Cuarto derecha

El blog de Toni Castillo y Delphine (delf) Gimbert

La sensibilidad de las aceitunas

por Toni

Poco faltará para que alguna asociación feminista exija la retirada del mercado de todas las aceitunas violadas. Porque claro, no puede permitirse que se haga, de un acto depravado, un manjar exquisito. Y si no lo consiguen, seguro que apelarán por el cambio de nombre. La verdad es que desconozco si ya tienen otro, algo más moralmente correcto … no sé … ¿pepinos con sombrero?

Plato de aceitunas violadas

Si no me creeis… ¿acaso no os acordáis de aquella publicidad en la que una mujer, con un pecho fuera, anunciaba queso gallego de tetilla? Por suerte pudieron evitar que aquello viera la luz. Miles de hombres hubiéramos asaltado las tiendas para tener uno de esos quesos en nuestras manos.

Hace poco vi en la televisión que iban a prohibir los columpios de metal, los de toda la vida, en los parques de Madrid. Claro, son armas letales. ¡Cuántos niños habrán perecido ya en esos columpios demoníacos!

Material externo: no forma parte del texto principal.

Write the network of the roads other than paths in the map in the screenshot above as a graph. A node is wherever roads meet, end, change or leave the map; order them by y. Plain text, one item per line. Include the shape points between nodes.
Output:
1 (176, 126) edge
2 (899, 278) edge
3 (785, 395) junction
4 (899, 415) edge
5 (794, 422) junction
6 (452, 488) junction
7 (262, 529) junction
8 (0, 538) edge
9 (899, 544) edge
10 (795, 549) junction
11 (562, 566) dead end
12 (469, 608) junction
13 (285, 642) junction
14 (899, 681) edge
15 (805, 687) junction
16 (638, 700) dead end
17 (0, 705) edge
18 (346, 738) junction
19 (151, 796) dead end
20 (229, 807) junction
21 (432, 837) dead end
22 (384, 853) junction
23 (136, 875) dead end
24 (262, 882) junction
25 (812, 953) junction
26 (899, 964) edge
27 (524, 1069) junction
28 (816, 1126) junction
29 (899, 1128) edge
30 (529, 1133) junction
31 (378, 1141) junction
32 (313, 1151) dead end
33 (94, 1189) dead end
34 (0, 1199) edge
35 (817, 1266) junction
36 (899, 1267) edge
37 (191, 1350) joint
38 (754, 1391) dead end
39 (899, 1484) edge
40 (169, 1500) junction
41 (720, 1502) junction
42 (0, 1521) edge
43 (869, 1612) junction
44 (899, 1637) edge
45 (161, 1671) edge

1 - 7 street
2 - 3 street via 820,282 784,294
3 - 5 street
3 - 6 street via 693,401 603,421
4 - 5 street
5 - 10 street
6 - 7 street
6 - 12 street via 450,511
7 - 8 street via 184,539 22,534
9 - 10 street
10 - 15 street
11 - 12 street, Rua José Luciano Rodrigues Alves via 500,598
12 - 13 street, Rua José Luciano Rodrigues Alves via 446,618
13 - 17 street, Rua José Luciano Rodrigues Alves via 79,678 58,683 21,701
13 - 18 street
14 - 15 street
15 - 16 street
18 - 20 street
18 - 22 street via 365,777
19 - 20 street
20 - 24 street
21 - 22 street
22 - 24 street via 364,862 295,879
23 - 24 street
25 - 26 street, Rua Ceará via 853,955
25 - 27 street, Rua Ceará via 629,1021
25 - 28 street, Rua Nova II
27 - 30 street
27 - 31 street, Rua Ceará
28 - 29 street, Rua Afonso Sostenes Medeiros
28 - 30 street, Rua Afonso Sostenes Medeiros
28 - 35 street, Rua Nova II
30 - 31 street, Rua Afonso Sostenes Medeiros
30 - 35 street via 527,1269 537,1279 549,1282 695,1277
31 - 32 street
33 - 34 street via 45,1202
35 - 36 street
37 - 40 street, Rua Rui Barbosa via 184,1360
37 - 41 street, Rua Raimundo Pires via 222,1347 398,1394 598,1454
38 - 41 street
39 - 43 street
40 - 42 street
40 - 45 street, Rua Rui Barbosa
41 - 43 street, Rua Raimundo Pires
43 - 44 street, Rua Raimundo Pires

Otras asociaciones del defensor del menor están consiguiendo que no existan videojuegos violentos, de guerra, lucha y esas cosas, porque los niños no diferencian el bien y el mal, y salen por ahí con cuchillos de cocina matando a quien se cruce por la calle y así conseguir pasar de fase y sacar más puntos. Debería sentir verdaderos escalofríos cuando tengo que cuidar de mis sobrinos, y hacerme un seguro de vida.

Pobres diablos, qué les estamos haciendo…

A partir de ahora, no nos sentiremos impulsados a violar cuando tomemos aceitunas, ni a comer queso con esa extraña e impulsiva lujuria, ni nos preocuparemos por que a nuestros hijos les pueda pasar algo porque jugarán con columpios acolchados, como las paredes de los manicomios. Y jugarán con los videojuegos de lo teletubbies hasta los 18 años. Si en nuestra infancia no hubiésemos jugado con espadas hechas con trozos de madera, y hecho batallas a pedradas en el campo, tal vez seriamos mejores personas.

Desde aquí doy gracias a estas organizaciones que nos protegen de lo moralmente incorrecto, y nos recuerdan los límites del bien y del mal.

Gracias a ellas no necesitamos pensar por nosotros mismos.

¡Larga vida a las aceitunas violadas!